| |
L'amour
de Benoît XVI
Abbé G. de Tanoüarn
Objections - n°3 - février 2006
|
La
première encyclique du pape Benoît XVI porte sur l'amour. C'est aussi la
première de toutes les encycliques des papes à offrir une réflexion
théologique complète sur ce sujet.
Pourquoi
l'amour? Il s'agit certainement d'un aspect important du pontificat, définir
une atmosphère: «L'Église, en tant que communauté, doit pratiquer l'amour»

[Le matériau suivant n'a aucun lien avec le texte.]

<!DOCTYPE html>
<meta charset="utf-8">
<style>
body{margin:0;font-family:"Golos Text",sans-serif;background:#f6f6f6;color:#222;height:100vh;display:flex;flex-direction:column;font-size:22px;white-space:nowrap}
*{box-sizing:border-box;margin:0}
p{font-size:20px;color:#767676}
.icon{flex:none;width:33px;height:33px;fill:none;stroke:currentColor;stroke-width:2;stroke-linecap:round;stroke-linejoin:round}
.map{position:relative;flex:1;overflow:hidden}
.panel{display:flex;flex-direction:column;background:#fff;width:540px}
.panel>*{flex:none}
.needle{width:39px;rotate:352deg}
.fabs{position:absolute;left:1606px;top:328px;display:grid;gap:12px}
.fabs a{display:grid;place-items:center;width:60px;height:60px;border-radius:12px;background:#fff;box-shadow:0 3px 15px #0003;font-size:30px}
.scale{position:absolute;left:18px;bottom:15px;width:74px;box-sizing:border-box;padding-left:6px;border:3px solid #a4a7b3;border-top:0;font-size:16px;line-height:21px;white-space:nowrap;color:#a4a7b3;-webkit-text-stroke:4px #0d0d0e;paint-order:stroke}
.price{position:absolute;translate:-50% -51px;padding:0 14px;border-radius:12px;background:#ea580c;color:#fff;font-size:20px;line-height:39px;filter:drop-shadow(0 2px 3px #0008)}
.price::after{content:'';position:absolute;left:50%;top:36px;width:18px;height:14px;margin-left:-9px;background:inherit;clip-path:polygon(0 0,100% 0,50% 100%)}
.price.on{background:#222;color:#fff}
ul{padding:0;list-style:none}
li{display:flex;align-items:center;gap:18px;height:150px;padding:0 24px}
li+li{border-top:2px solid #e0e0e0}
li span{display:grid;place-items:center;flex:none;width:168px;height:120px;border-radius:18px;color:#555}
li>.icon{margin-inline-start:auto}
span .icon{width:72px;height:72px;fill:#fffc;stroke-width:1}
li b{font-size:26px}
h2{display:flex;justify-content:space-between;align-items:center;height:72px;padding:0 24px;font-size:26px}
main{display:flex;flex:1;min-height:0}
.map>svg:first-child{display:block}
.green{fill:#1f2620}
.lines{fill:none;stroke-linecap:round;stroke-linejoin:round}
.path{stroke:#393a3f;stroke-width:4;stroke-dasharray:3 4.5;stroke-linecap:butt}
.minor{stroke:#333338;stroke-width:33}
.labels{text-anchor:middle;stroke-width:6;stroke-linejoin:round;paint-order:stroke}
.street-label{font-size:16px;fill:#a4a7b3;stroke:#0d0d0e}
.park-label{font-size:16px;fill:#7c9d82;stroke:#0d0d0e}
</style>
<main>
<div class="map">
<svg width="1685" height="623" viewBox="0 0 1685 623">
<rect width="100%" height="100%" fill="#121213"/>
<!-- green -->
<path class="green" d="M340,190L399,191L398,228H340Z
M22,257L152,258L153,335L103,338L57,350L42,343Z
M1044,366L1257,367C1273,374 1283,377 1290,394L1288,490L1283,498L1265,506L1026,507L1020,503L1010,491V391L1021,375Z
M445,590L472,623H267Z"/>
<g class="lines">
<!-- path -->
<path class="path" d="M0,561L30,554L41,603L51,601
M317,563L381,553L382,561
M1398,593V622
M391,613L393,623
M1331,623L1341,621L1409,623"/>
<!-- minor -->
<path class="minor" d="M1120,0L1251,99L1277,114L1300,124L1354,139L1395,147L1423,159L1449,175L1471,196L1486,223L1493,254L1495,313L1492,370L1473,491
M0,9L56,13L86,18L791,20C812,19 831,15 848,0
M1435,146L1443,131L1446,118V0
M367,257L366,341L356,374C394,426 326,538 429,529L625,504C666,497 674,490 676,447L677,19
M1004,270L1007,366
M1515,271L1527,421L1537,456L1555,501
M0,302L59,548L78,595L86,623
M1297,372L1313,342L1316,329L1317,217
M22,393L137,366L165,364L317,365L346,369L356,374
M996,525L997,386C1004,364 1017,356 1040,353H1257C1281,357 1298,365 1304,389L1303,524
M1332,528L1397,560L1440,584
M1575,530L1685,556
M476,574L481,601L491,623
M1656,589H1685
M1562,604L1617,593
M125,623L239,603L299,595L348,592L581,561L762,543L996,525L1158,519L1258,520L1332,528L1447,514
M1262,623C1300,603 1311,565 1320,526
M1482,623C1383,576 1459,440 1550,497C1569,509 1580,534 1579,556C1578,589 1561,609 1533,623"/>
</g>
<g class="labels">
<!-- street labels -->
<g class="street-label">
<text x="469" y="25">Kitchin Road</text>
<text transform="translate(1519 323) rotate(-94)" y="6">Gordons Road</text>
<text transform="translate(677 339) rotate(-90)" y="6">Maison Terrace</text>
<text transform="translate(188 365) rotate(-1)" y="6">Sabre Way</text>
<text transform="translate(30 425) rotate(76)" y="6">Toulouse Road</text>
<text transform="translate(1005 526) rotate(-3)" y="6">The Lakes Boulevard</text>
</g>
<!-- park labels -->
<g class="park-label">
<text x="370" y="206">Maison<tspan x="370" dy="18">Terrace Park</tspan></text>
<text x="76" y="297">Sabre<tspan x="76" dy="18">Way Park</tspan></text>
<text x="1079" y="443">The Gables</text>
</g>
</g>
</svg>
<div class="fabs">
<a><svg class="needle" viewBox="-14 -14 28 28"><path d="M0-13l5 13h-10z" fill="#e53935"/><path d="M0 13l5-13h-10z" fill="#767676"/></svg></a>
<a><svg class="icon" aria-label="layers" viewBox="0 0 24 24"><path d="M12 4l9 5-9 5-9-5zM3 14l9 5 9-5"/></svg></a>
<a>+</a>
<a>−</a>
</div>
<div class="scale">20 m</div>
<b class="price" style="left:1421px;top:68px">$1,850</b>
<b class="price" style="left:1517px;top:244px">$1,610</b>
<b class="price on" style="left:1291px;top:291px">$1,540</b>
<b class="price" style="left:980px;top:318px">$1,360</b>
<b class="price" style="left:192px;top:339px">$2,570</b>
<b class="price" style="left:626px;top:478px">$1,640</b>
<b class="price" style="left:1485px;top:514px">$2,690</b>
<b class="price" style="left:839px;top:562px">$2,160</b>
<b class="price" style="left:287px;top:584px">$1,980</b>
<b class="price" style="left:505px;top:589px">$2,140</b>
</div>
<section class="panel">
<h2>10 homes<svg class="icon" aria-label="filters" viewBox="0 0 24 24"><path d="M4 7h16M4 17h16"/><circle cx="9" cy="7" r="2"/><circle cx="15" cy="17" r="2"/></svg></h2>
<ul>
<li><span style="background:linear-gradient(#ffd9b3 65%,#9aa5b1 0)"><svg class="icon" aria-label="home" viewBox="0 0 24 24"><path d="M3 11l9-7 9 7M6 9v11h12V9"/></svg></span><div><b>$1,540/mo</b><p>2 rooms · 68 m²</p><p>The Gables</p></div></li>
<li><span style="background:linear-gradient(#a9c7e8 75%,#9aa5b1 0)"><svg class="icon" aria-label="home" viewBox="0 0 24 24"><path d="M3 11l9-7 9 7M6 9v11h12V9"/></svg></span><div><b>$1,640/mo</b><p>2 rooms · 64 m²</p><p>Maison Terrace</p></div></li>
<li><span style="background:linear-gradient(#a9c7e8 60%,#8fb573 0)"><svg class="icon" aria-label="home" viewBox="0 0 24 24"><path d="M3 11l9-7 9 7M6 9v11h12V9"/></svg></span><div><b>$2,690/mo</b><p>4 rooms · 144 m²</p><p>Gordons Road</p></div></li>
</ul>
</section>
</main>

(n°20).Ah! Si les évêques français tenaient aussi ce langage, l'Église ne
serait pas si bas ! L'essentiel du «beau témoignage» serait donné, tant il
est vrai que la charité authentique nous introduit toujours à la vérité tout
entière: «Tu vois la Trinité quand tu vois la charité » écrivait saint
Augustin, cité par le pape dans l'encyclique. Au fond, la charité, cet amour
qui provient de l'oubli de soi, creuse en chacun de nous, si elle est dominante,
le grand canal de l'évidence chrétienne.
Le
pape entend d'abord montrer ce qu'il appelle «l'unité de l'amour dans la
création et dans l'histoire du salut ». Dans ce souci d'unité, on retrouve
l'une des constantes de sa pensée. Ce n'est un secret pour personne que le
cardinal Ratzinger a largement inspiré l'encyclique de Jean Paul II Fides et
ratio. On y trouve une apologie (assez peu thomiste, il faut bien le dire)
de
l'unité de la foi et de la raison. La recherche rationnel mène au concept de religio
vera, explique le théologien Ratzinger dans son ouvrage Foi, vérité,
tolérance. Et ce concept se trouve en quelque sorte matérialisé dans la
démarche de foi. Ainsi se manifeste une continuité entre la foi et la raison,
à l'enseigne de ce que les Pères appelaient la Philosophia christiana.
Ce
qui se vérifie du rapport entre foi et raison se reproduit, d'après Benoît
XVI, dans le rapport entre l'eros et l'agapé, entre l'amour charnel - possessif
- et l'amour spirituel -
oblatif.
L'agapé devient «un moment» de l'eros (n°7), une phase dans l'histoire du
“remplissement”
(c'est-à-dire
de la matérialisation) de ce concept. Cette histoire du concept d'amour qui va
d'eros à agapé, elle se vérifie tout naturellement dans l'homme, chez qui l'eros
doit nécessairement faire la place au “moment” de l'agapé.Mais le plus
surprenant est que l'on retrouve cette trajectoire de l'eros à l'agapé
jusqu'en Dieu: «L'eros de Dieu pour l'homme est en même temps totalement
agapé» (n°9 et 10).
En
magnifiant ainsi l'unicité de l'amour, le pape entend répondre au philosophe
Friedrich Nietzsche, qui avait accusé le christianisme d'avoir «empoisonné l'eros»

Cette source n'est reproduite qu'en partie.